Univ Rennes, Inserm, EHESP, Irset (Institut de recherche en santé, environnement et travail) - UMR_S 1085, Pointe-à-Pitre, France.
Centre Armand-Frappier Santé Biotechnologie, Institut national de la recherche scientifique, Université du Québec, Laval, Québec, Canada; School of Public Health, Université de Montréal, Montréal, Québec, Canada.
Environ Res. 2024 Dec 15;263(Pt 3):120238. doi: 10.1016/j.envres.2024.120238. Epub 2024 Oct 24.
Limited data document the spectrum of exposures in the agricultural environment. We describe here the wide range of chemical and physical agents, and organizational factors, encountered in agricultural jobs held in the past in Canada and abroad.
We used data from a population-based case-control study of prostate cancer including 3,925 male participants residing in Montreal, Canada in 2005-2012. Lifetime occupational histories and detailed job descriptions were collected in-person. Industrial hygienists and an agronomist conducted semi-quantitative evaluations of exposure, including intensity and reliability, to some 300 chemical and physical agents in each job held. Analyses focused on the 156 agricultural jobs ever held in the study population. Clusters of agricultural co-exposures were derived.
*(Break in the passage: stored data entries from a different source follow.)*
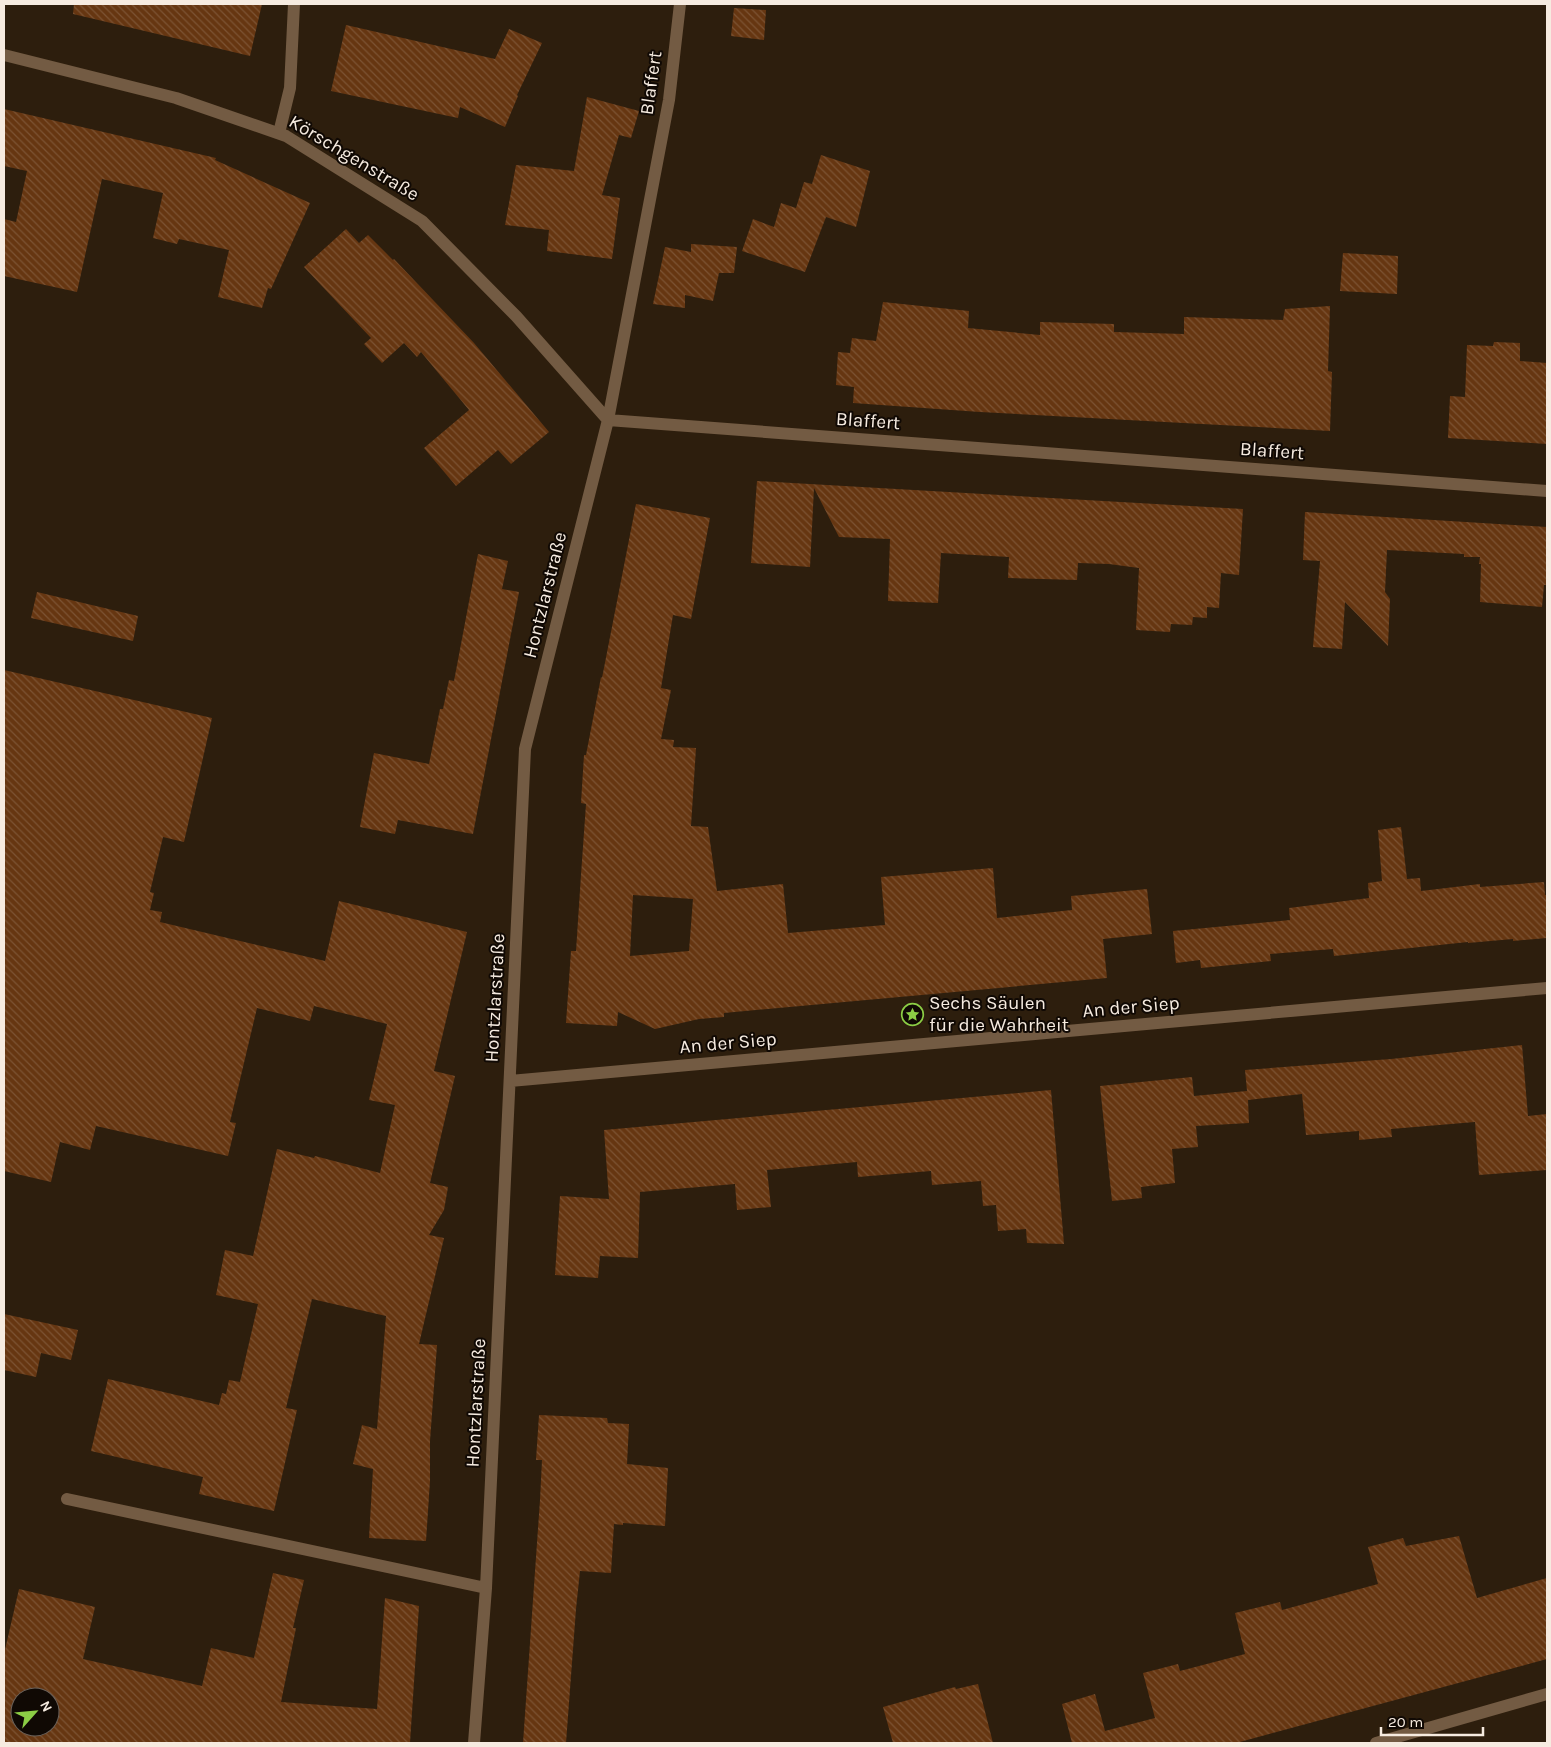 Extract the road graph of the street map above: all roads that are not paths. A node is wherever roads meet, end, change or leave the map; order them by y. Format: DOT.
graph roads {
  1 [pos="294,4"];
  2 [pos="680,4"];
  3 [pos="4,56"];
  4 [pos="279,133"];
  5 [pos="608,420"];
  6 [pos="1547,491"];
  7 [pos="1547,988"];
  8 [pos="510,1081"];
  9 [pos="67,1499"];
  10 [pos="486,1588"];
  11 [pos="1547,1694"];
  12 [pos="474,1743"];
  13 [pos="1376,1743"];
  1 -- 4 [label="street"];
  2 -- 5 [label="street, Blaffert"];
  3 -- 4 [label="street, Körschgenstraße"];
  4 -- 5 [label="street, Körschgenstraße"];
  5 -- 6 [label="street, Blaffert"];
  5 -- 8 [label="street, Hontzlarstraße"];
  7 -- 8 [label="street, An der Siep"];
  8 -- 10 [label="street, Hontzlarstraße"];
  9 -- 10 [label="street"];
  10 -- 12 [label="street, Hontzlarstraße"];
  11 -- 13 [label="street"];
} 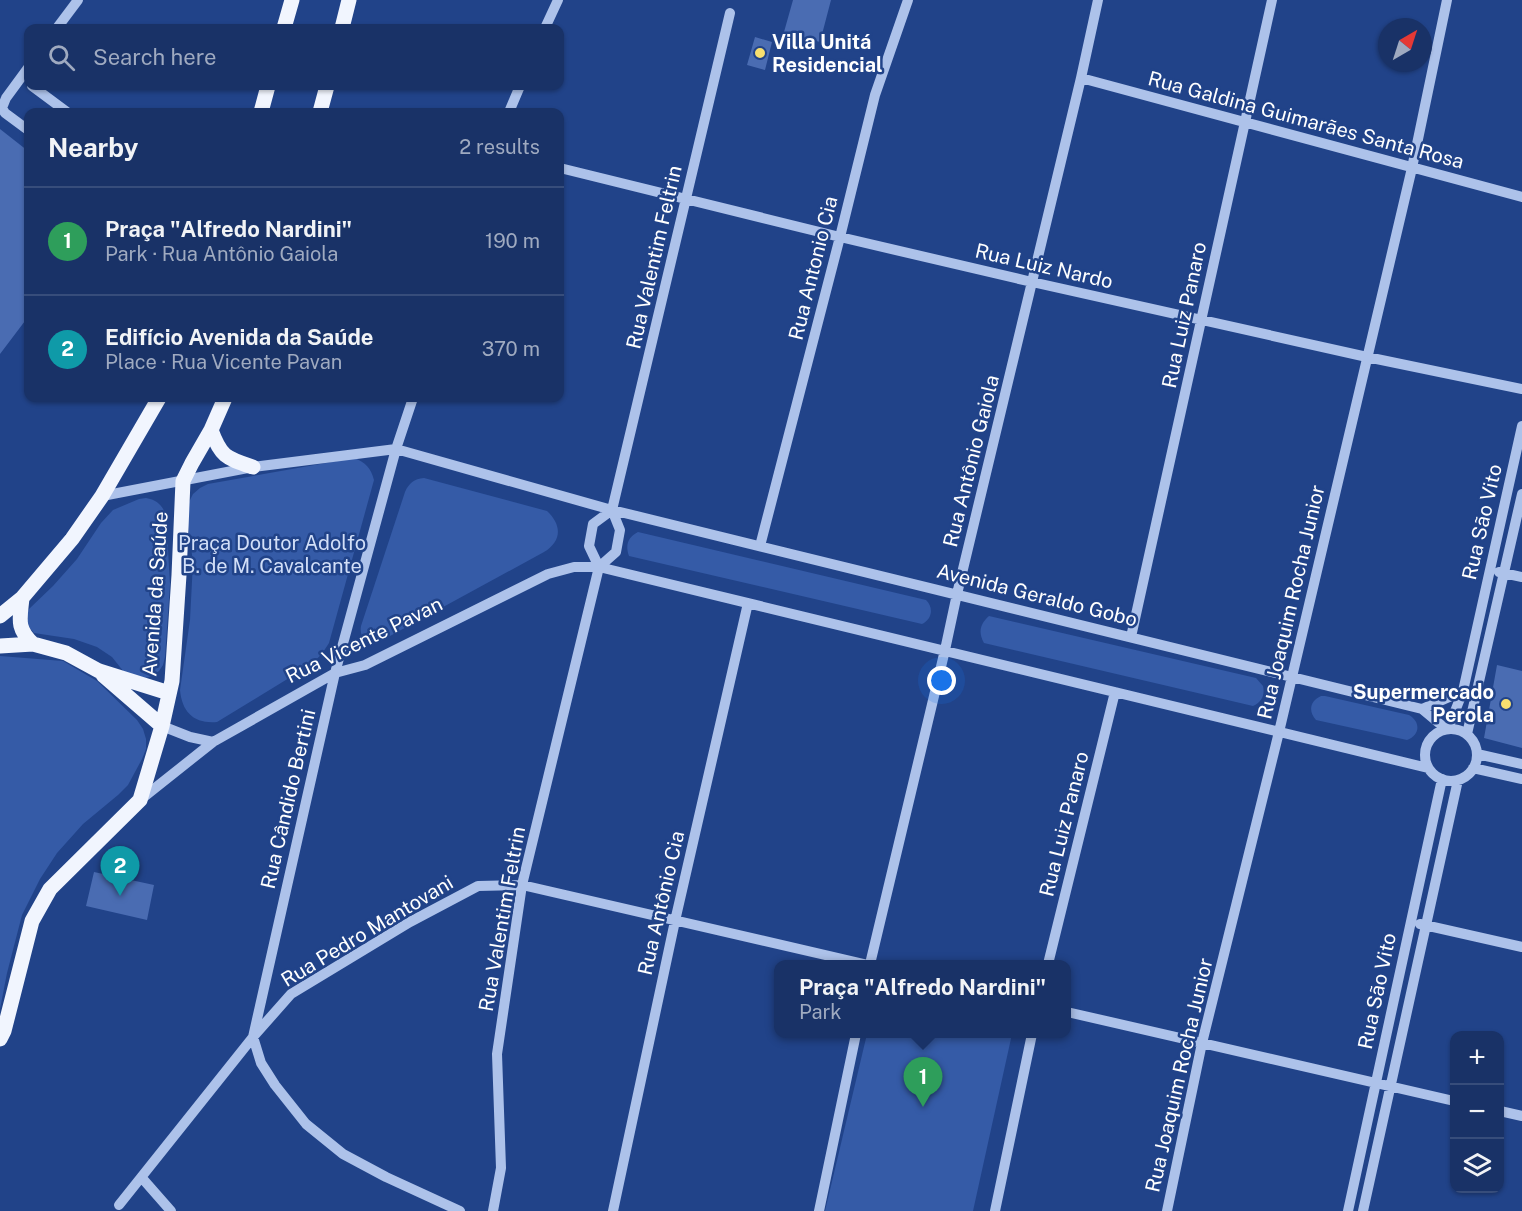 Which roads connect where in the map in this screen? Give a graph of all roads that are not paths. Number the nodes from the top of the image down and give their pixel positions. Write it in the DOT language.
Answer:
graph roads {
  1 [pos="78,0"];
  2 [pos="291,0"];
  3 [pos="349,0"];
  4 [pos="558,0"];
  5 [pos="908,0"];
  6 [pos="1098,0"];
  7 [pos="1272,0"];
  8 [pos="1447,0"];
  9 [pos="730,12"];
  10 [pos="60,24"];
  11 [pos="285,24"];
  12 [pos="343,24"];
  13 [pos="547,24"];
  14 [pos="1081,78"];
  15 [pos="24,81"];
  16 [pos="37,90"];
  17 [pos="267,90"];
  18 [pos="326,90"];
  19 [pos="518,90"];
  20 [pos="62,108"];
  21 [pos="262,108"];
  22 [pos="321,108"];
  23 [pos="511,108"];
  24 [pos="1245,122"];
  25 [pos="24,127"];
  26 [pos="1412,168"];
  27 [pos="564,169"];
  28 [pos="1522,197"];
  29 [pos="687,199"];
  30 [pos="840,237"];
  31 [pos="1032,282"];
  32 [pos="1202,320"];
  33 [pos="1367,357"];
  34 [pos="1522,388"];
  35 [pos="157,402"];
  36 [pos="223,402"];
  37 [pos="412,402"];
  38 [pos="1522,426"];
  39 [pos="211,430"];
  40 [pos="396,449"];
  41 [pos="253,467"];
  42 [pos="183,481"];
  43 [pos="1522,494"];
  44 [pos="102,496"];
  45 [pos="612,510"];
  46 [pos="759,546"];
  47 [pos="599,567"];
  48 [pos="1490,569"];
  49 [pos="1504,573"];
  50 [pos="1522,577"];
  51 [pos="957,594"];
  52 [pos="22,598"];
  53 [pos="748,603"];
  54 [pos="0,616"];
  55 [pos="1131,637"];
  56 [pos="33,644"];
  57 [pos="0,645"];
  58 [pos="945,650"];
  59 [pos="99,671"];
  60 [pos="335,672"];
  61 [pos="1292,676"];
  62 [pos="1463,690"];
  63 [pos="1114,692"];
  64 [pos="169,693"];
  65 [pos="1422,708"];
  66 [pos="162,726"];
  67 [pos="1447,729"];
  68 [pos="1279,732"];
  69 [pos="1467,734"];
  70 [pos="213,742"];
  71 [pos="1477,754"];
  72 [pos="1522,764"];
  73 [pos="1428,768"];
  74 [pos="1473,768"];
  75 [pos="1442,779"];
  76 [pos="1522,779"];
  77 [pos="1458,780"];
  78 [pos="140,800"];
  79 [pos="522,885"];
  80 [pos="675,921"];
  81 [pos="1411,921"];
  82 [pos="1426,925"];
  83 [pos="1522,947"];
  84 [pos="846,960"];
  85 [pos="871,960"];
  86 [pos="1049,960"];
  87 [pos="1071,1013"];
  88 [pos="2,1035"];
  89 [pos="253,1037"];
  90 [pos="855,1038"];
  91 [pos="1031,1038"];
  92 [pos="1202,1043"];
  93 [pos="1376,1084"];
  94 [pos="1390,1087"];
  95 [pos="1450,1100"];
  96 [pos="1504,1112"];
  97 [pos="1522,1116"];
  98 [pos="142,1178"];
  99 [pos="119,1205"];
  100 [pos="171,1211"];
  101 [pos="460,1211"];
  102 [pos="493,1211"];
  103 [pos="613,1211"];
  104 [pos="819,1211"];
  105 [pos="995,1211"];
  106 [pos="1167,1211"];
  107 [pos="1348,1211"];
  108 [pos="1364,1211"];
  1 -- 10 [label="street"];
  2 -- 11 [label="main road"];
  3 -- 12 [label="main road"];
  4 -- 13 [label="street"];
  5 -- 30 [label="street, Rua Antonio Cia"];
  6 -- 14 [label="street, Rua Antônio Gaiola"];
  7 -- 24 [label="street, Rua Luiz Panaro"];
  8 -- 26 [label="street, Rua Joaquim Rocha Junior"];
  9 -- 29 [label="street, Rua Valentim Feltrin"];
  14 -- 24 [label="street, Rua Galdina Guimarães Santa Rosa"];
  14 -- 31 [label="street, Rua Antônio Gaiola"];
  15 -- 25 [label="street"];
  16 -- 20 [label="street"];
  17 -- 21 [label="main road"];
  18 -- 22 [label="main road"];
  19 -- 23 [label="street"];
  24 -- 26 [label="street, Rua Galdina Guimarães Santa Rosa"];
  24 -- 32 [label="street, Rua Luiz Panaro"];
  26 -- 28 [label="street, Rua Galdina Guimarães Santa Rosa"];
  26 -- 33 [label="street, Rua Joaquim Rocha Junior"];
  27 -- 29 [label="street, Rua Luiz Nardo"];
  29 -- 30 [label="street, Rua Luiz Nardo"];
  29 -- 45 [label="street, Rua Valentim Feltrin"];
  30 -- 31 [label="street, Rua Luiz Nardo"];
  30 -- 46 [label="street, Rua Antonio Cia"];
  31 -- 32 [label="street, Rua Luiz Nardo"];
  31 -- 51 [label="street, Rua Antônio Gaiola"];
  32 -- 33 [label="street, Rua Luiz Nardo"];
  32 -- 55 [label="street, Rua Luiz Panaro"];
  33 -- 34 [label="street, Rua Luiz Nardo"];
  33 -- 61 [label="street, Rua Joaquim Rocha Junior"];
  35 -- 44 [label="main road"];
  36 -- 39 [label="main road, Avenida da Saúde"];
  37 -- 40 [label="street, Rua Cândido Bertini"];
  38 -- 48 [label="street, Rua São Vito"];
  39 -- 41 [label="main road"];
  39 -- 42 [label="main road, Avenida da Saúde"];
  40 -- 41 [label="street"];
  40 -- 45 [label="street, Avenida Geraldo Gobo"];
  40 -- 60 [label="street, Rua Cândido Bertini"];
  41 -- 42 [label="street"];
  42 -- 44 [label="street"];
  42 -- 64 [label="main road, Avenida da Saúde"];
  43 -- 49 [label="street, Rua São Vito"];
  44 -- 52 [label="main road"];
  45 -- 46 [label="street, Avenida Geraldo Gobo"];
  45 -- 47 [label="street, Rua Valentim Feltrin"];
  45 -- 47 [label="street"];
  46 -- 51 [label="street, Avenida Geraldo Gobo"];
  47 -- 53 [label="street"];
  47 -- 60 [label="street, Rua Vicente Pavan"];
  47 -- 79 [label="street, Rua Valentim Feltrin"];
  48 -- 49 [label="street"];
  48 -- 62 [label="street, Rua São Vito"];
  49 -- 50 [label="street"];
  49 -- 69 [label="street, Rua São Vito"];
  51 -- 55 [label="street, Avenida Geraldo Gobo"];
  51 -- 58 [label="street, Rua Antônio Gaiola"];
  52 -- 54 [label="main road"];
  52 -- 56 [label="main road"];
  53 -- 58 [label="street"];
  53 -- 80 [label="street, Rua Antônio Cia"];
  55 -- 61 [label="street, Avenida Geraldo Gobo"];
  56 -- 57 [label="main road"];
  56 -- 59 [label="main road"];
  58 -- 63 [label="street"];
  58 -- 85 [label="street, Rua Antônio Gaiola"];
  59 -- 64 [label="main road"];
  59 -- 66 [label="main road"];
  60 -- 70 [label="street, Rua Vicente Pavan"];
  60 -- 89 [label="street, Rua Cândido Bertini"];
  61 -- 65 [label="street, Avenida Geraldo Gobo"];
  61 -- 68 [label="street, Rua Joaquim Rocha Junior"];
  62 -- 65 [label="street"];
  62 -- 67 [label="street, Rua São Vito"];
  63 -- 68 [label="street"];
  63 -- 86 [label="street, Rua Luiz Panaro"];
  64 -- 66 [label="main road, Avenida da Saúde"];
  65 -- 67 [label="street, Avenida Geraldo Gobo"];
  66 -- 70 [label="street"];
  66 -- 78 [label="main road, Avenida da Saúde"];
  67 -- 69 [label="street"];
  67 -- 73 [label="street"];
  68 -- 73 [label="street"];
  68 -- 92 [label="street, Rua Joaquim Rocha Junior"];
  69 -- 71 [label="street"];
  70 -- 78 [label="street, Rua Vicente Pavan"];
  71 -- 72 [label="street"];
  71 -- 74 [label="street"];
  73 -- 75 [label="street"];
  74 -- 76 [label="street"];
  74 -- 77 [label="street"];
  75 -- 77 [label="street"];
  75 -- 81 [label="street, Rua São Vito"];
  77 -- 82 [label="street, Rua São Vito"];
  78 -- 88 [label="main road"];
  79 -- 80 [label="street, Rua Pedro Mantovani"];
  79 -- 89 [label="street, Rua Pedro Mantovani"];
  79 -- 102 [label="street, Rua Valentim Feltrin"];
  80 -- 84 [label="street, Rua Pedro Mantovani"];
  80 -- 103 [label="street, Rua Antônio Cia"];
  81 -- 82 [label="street"];
  81 -- 93 [label="street, Rua São Vito"];
  82 -- 83 [label="street"];
  82 -- 94 [label="street, Rua São Vito"];
  87 -- 92 [label="street"];
  89 -- 98 [label="street, Rua Pedro Mantovani"];
  89 -- 101 [label="street"];
  90 -- 104 [label="street"];
  91 -- 105 [label="street"];
  92 -- 93 [label="street"];
  92 -- 106 [label="street, Rua Joaquim Rocha Junior"];
  93 -- 94 [label="street"];
  93 -- 107 [label="street, Rua São Vito"];
  94 -- 95 [label="street"];
  94 -- 108 [label="street, Rua São Vito"];
  96 -- 97 [label="street"];
  98 -- 99 [label="street, Rua Pedro Mantovani"];
  98 -- 100 [label="street"];
}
Agricultural jobs had taken place in 1946-2012, 53% ending in 1970 or after. Jobs were often (43%) held in Quebec, Canada; 22% in Italy, Portugal or Greece, and 10% in Haiti. Jobs entailed exposure to an average of 10 chemical agents (±7) and most were characterized by long working hours, high physical activity levels, and did not provoke stress or anxiety. Few involved early morning shifts. Exposure to 78 agents was assigned with probable or definite certainty. The most common definite or probable carcinogens were ultraviolet radiation (92% of jobs), environmental tobacco smoke (39%), diesel engine exhaust (23%), wood dust (20%), lubricating oils and greases (20%) and lead (15%). Pesticide exposure (as a group) occurred in 31% of jobs. Fifty-four percent of jobs entailed exposure to ≥2 recognized carcinogens. Exposure clusters varied according to countries and type of agricultural activities (general, animal, crops, horticulture, vineyards, etc.).
Findings highlight the heterogeneity of exposure patterns in past agricultural environments based on their setting and activities involved. Studies on health-related effects of farming should account for numerous potential exposures, beyond their typical focus on pesticides.
有限的数据记录了农业环境中的暴露范围。我们在这里描述了在加拿大和国外过去从事农业工作时遇到的广泛的化学和物理因素以及组织因素。
我们使用了一项基于人群的前列腺癌病例对照研究的数据,该研究包括 2005 年至 2012 年期间居住在加拿大蒙特利尔的 3925 名男性参与者。通过个人访谈收集了他们的职业史和详细的工作描述。工业卫生学家和农学家对大约 300 种化学和物理因素进行了半定量评估,这些因素涉及到他们过去从事过的每一份工作。分析集中在研究人群中曾从事过的 156 种农业工作。得出了农业工作的接触暴露群。
农业工作发生在 1946 年至 2012 年期间,53%的工作在 1970 年或之后结束。工作地点通常在加拿大魁北克省(43%);22%在意大利、葡萄牙或希腊,10%在海地。工作平均涉及 10 种化学物质(±7),大多数工作的特点是工作时间长、体力活动水平高,不会引起压力或焦虑。很少有工作涉及清晨轮班。78 种物质的暴露被评估为可能或肯定确定。最常见的明确或可能致癌物质是紫外线辐射(92%的工作)、环境烟草烟雾(39%)、柴油发动机尾气(23%)、木尘(20%)、润滑油和油脂(20%)以及铅(15%)。在 31%的工作中接触到了农药。54%的工作接触到了≥2 种公认的致癌物质。根据国家和农业活动类型(一般、动物、作物、园艺、葡萄园等),暴露群也不同。
研究结果突出了基于农业环境的设置和涉及的活动,过去农业环境中暴露模式的异质性。与农业相关的健康影响研究应考虑到许多潜在的暴露,而不仅仅是他们通常关注的农药。